I successfully replaced both valves stems in this shower today without any difficulty.
  • using the screwdriver to chip away tile worked perfect -- provided just enough room and minimal destruction.
When I was working in a bicycle shop with owners from England, I learned about using more hand tools. My previous shops would use a wheel grinders to adjust the taper on cotter pins that held the crank arms on. It was always a little dicey using the round grinders to make a flat on the cotter pin. And then I worked for an ex Boeing engineer and he was using a vice and a flat file.
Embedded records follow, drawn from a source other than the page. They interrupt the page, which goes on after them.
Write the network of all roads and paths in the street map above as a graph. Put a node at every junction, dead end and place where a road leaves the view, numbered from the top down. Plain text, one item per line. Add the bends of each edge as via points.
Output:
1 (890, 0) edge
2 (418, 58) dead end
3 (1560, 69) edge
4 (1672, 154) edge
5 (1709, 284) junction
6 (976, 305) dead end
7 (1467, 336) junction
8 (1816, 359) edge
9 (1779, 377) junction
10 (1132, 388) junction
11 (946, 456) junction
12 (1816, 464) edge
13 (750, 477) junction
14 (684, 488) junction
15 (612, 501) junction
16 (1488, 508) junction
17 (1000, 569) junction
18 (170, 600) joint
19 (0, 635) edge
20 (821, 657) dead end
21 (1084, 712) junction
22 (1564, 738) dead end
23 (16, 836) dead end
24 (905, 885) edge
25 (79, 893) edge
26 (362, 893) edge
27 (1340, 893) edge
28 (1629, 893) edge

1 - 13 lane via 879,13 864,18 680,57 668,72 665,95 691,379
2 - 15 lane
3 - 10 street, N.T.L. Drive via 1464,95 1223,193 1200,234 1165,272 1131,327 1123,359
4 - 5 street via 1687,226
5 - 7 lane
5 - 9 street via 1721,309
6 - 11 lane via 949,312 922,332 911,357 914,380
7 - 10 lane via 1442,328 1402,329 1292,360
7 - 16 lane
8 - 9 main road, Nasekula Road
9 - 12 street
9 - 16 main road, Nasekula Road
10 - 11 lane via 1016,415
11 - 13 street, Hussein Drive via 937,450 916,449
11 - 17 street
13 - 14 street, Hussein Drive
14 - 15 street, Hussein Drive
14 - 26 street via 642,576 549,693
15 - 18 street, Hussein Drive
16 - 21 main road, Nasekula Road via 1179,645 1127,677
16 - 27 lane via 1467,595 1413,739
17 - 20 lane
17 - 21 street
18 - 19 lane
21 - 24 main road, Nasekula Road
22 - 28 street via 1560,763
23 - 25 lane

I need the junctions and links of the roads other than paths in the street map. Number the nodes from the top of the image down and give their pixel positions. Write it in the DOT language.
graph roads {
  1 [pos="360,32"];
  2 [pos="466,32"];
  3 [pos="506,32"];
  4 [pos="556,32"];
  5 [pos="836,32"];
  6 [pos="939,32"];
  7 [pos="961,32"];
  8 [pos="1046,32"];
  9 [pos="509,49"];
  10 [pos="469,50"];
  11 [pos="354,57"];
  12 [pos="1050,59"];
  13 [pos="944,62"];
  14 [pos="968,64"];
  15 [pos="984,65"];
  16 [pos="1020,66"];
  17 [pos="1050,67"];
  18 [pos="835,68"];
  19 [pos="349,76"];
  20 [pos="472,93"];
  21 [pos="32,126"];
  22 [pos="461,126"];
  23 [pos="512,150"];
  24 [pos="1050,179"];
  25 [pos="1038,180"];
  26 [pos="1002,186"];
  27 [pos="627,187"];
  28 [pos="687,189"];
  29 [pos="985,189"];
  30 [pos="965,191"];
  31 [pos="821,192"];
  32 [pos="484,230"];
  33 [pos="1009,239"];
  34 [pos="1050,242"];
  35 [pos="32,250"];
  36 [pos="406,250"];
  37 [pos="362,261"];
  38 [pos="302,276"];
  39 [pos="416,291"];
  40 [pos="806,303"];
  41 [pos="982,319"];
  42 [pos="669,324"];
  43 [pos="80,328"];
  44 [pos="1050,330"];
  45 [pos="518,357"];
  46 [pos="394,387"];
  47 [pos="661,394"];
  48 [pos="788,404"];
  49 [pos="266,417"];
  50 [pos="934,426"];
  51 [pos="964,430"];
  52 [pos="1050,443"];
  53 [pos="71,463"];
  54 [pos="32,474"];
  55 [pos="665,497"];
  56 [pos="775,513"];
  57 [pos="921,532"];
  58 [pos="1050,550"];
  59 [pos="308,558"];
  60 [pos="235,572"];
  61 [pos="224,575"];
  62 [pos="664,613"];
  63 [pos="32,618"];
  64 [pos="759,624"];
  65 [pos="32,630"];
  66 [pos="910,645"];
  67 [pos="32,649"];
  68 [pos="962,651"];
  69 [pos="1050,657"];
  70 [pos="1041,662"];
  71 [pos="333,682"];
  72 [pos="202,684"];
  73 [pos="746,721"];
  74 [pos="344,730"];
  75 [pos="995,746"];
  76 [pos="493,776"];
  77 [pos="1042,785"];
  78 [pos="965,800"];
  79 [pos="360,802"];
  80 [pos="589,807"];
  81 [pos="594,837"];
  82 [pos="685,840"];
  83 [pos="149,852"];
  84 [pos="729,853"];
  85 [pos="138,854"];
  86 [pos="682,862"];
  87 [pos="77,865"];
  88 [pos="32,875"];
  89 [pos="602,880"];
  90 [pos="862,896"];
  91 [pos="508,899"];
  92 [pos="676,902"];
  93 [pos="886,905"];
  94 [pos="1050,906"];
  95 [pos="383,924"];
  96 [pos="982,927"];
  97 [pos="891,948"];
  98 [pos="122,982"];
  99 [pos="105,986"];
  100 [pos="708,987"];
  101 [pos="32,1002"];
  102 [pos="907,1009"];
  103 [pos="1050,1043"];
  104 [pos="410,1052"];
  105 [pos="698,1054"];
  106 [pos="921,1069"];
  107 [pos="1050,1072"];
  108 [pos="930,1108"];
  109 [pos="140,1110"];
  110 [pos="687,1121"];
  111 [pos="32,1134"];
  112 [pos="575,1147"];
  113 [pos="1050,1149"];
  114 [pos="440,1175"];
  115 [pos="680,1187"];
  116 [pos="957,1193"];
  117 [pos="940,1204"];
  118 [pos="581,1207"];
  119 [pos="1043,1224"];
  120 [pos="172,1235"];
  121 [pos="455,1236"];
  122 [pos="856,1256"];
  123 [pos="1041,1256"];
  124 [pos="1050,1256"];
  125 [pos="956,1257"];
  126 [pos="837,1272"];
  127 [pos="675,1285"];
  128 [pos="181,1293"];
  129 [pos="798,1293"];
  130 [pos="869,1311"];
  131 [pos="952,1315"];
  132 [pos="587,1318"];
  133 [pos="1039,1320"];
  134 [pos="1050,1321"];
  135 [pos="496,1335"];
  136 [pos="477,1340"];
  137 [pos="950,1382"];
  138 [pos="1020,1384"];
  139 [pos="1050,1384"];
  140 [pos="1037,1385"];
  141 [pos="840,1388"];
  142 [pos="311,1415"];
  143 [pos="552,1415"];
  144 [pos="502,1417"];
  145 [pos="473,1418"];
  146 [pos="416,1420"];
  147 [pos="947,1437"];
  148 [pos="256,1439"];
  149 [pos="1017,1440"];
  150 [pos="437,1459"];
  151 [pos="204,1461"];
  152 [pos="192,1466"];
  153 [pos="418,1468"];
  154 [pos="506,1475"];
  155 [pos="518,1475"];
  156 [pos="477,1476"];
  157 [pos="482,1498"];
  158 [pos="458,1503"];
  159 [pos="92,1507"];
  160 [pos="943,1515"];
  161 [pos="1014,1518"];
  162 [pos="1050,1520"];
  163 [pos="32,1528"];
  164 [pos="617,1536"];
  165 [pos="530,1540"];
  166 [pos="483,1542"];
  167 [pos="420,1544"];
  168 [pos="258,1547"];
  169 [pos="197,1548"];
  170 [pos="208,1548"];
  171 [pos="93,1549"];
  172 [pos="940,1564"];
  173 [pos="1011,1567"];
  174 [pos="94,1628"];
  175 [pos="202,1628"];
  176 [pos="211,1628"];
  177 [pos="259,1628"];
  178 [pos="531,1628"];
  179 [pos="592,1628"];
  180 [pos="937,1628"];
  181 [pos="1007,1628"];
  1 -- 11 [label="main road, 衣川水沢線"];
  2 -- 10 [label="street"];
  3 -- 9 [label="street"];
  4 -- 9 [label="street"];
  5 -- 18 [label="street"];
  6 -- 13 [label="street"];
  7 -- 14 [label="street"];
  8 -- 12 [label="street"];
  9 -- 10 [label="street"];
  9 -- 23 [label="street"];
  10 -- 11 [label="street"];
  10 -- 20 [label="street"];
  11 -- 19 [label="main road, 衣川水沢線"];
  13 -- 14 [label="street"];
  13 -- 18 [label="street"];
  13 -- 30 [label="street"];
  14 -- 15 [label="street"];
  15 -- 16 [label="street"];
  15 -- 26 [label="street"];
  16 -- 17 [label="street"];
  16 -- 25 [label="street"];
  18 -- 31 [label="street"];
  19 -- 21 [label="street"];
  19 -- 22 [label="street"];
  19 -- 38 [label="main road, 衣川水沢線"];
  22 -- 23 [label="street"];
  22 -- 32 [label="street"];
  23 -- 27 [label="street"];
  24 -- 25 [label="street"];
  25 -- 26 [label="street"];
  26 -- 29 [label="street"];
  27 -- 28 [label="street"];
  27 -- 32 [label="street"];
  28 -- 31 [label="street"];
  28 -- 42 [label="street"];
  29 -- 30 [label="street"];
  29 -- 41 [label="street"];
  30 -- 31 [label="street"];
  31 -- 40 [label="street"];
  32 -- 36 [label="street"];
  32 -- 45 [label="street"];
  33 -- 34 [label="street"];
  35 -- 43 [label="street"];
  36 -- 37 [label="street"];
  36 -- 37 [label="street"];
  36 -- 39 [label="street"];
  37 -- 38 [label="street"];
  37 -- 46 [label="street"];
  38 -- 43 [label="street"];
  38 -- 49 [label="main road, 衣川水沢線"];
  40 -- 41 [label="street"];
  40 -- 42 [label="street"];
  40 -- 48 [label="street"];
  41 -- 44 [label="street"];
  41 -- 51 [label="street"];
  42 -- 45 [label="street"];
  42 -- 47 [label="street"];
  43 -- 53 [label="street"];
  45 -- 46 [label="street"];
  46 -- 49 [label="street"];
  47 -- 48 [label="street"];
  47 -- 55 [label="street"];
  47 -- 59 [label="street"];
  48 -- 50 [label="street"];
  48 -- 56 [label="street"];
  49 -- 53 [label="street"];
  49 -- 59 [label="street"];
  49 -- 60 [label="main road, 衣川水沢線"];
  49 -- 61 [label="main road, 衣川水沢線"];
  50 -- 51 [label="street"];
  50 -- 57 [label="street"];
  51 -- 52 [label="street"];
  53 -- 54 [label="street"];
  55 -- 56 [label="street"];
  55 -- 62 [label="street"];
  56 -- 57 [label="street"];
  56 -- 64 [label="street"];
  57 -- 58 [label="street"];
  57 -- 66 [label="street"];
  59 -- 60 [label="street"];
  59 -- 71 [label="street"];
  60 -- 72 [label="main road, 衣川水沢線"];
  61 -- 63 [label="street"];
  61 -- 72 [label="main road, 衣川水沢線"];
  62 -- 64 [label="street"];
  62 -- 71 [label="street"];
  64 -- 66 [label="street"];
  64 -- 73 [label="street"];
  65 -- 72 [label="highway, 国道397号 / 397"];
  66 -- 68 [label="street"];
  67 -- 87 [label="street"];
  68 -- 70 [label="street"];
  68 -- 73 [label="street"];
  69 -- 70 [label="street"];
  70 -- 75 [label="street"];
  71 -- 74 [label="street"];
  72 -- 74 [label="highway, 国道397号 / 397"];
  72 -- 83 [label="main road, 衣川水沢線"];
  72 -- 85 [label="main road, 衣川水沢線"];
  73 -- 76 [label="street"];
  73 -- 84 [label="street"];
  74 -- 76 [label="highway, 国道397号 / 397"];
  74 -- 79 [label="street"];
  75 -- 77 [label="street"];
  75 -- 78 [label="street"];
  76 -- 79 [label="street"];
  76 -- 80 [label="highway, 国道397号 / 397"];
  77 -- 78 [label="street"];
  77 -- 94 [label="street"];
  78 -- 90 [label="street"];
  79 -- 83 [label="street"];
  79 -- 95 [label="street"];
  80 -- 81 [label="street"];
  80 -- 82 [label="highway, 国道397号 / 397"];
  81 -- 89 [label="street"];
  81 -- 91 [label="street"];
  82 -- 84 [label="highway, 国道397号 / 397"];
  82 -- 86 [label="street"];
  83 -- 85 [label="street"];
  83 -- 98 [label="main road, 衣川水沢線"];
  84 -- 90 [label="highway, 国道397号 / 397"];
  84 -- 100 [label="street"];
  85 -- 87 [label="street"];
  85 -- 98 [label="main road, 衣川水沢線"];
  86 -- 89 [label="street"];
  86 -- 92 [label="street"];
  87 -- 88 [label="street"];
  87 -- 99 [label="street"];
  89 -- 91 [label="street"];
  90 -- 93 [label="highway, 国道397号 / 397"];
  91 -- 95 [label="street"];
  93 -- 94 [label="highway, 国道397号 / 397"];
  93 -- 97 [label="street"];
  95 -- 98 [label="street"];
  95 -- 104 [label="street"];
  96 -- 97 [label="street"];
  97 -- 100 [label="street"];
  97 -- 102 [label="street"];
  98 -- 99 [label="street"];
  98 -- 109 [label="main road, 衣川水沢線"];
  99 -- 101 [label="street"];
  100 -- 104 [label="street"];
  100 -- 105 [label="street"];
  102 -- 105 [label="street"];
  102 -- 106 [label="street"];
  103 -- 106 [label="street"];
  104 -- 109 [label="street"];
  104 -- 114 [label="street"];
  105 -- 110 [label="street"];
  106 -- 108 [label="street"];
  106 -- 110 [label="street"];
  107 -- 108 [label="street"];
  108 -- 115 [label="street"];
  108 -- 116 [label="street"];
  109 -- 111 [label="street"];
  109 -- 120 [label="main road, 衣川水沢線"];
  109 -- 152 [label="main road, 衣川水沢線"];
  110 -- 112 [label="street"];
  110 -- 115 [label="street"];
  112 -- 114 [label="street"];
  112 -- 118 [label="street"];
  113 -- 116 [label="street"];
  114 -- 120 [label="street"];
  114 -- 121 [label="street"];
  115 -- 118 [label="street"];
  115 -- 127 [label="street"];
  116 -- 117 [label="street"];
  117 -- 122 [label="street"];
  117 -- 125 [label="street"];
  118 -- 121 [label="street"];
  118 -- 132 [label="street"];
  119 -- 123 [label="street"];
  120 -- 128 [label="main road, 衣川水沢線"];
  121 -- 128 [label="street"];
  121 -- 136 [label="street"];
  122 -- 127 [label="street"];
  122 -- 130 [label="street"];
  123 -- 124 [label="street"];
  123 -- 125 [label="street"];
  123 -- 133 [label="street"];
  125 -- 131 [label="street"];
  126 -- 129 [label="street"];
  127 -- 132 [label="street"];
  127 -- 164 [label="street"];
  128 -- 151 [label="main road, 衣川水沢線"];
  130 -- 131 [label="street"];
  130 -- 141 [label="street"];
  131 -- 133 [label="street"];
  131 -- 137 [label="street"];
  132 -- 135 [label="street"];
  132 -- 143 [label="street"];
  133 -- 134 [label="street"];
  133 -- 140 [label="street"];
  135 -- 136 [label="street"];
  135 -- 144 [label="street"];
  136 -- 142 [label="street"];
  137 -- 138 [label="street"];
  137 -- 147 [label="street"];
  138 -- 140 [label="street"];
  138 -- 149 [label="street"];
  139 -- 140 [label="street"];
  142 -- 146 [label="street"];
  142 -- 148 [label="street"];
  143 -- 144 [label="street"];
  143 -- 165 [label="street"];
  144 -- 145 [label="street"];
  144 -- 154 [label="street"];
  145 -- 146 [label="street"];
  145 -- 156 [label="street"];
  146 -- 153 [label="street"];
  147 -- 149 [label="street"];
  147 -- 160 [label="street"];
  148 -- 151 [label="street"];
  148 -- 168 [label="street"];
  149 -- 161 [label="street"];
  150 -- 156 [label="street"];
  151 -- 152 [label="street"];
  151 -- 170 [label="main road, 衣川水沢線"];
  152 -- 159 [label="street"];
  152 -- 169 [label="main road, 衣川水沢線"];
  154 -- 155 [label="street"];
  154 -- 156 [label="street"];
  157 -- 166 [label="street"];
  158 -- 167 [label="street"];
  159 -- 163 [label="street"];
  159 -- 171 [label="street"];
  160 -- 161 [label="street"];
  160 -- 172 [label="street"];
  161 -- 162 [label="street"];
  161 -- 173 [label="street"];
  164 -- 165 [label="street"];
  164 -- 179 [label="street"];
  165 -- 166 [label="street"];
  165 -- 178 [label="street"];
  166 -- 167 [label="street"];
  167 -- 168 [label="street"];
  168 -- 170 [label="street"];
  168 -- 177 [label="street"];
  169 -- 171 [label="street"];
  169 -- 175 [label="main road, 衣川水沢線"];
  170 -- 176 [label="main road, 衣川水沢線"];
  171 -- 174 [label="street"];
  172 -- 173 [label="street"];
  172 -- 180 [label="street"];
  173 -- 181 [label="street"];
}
Way quicker and a much better flat surface for the cotter pin.

cotter-pins.jpg


Then I started plumbing, and the self feed drill bits were being sent out for sharpening with someone using a grinder. A couple times of that and the bits were toast. I decided to pick up some files, a flat and a triangle and started to hand file my bits. I then decided that I should angle the teeth inward to the center. The bits new at that time were cut straight across, but that didn't make sense to me. My bits were cutting way better than new now. A fellow plumber gave me his old 3-9/16" bit that had be ruined by the guy doing the grinder on it. I took his bit, and using my hand file technique made it better than new. He was a bit stunned to see me peeling off strips of wood and zipping through floor joists with it.
Sometimes the hand tool way is the best way.

I'm glad you got that rebuilt. It should be good for years and years now. :)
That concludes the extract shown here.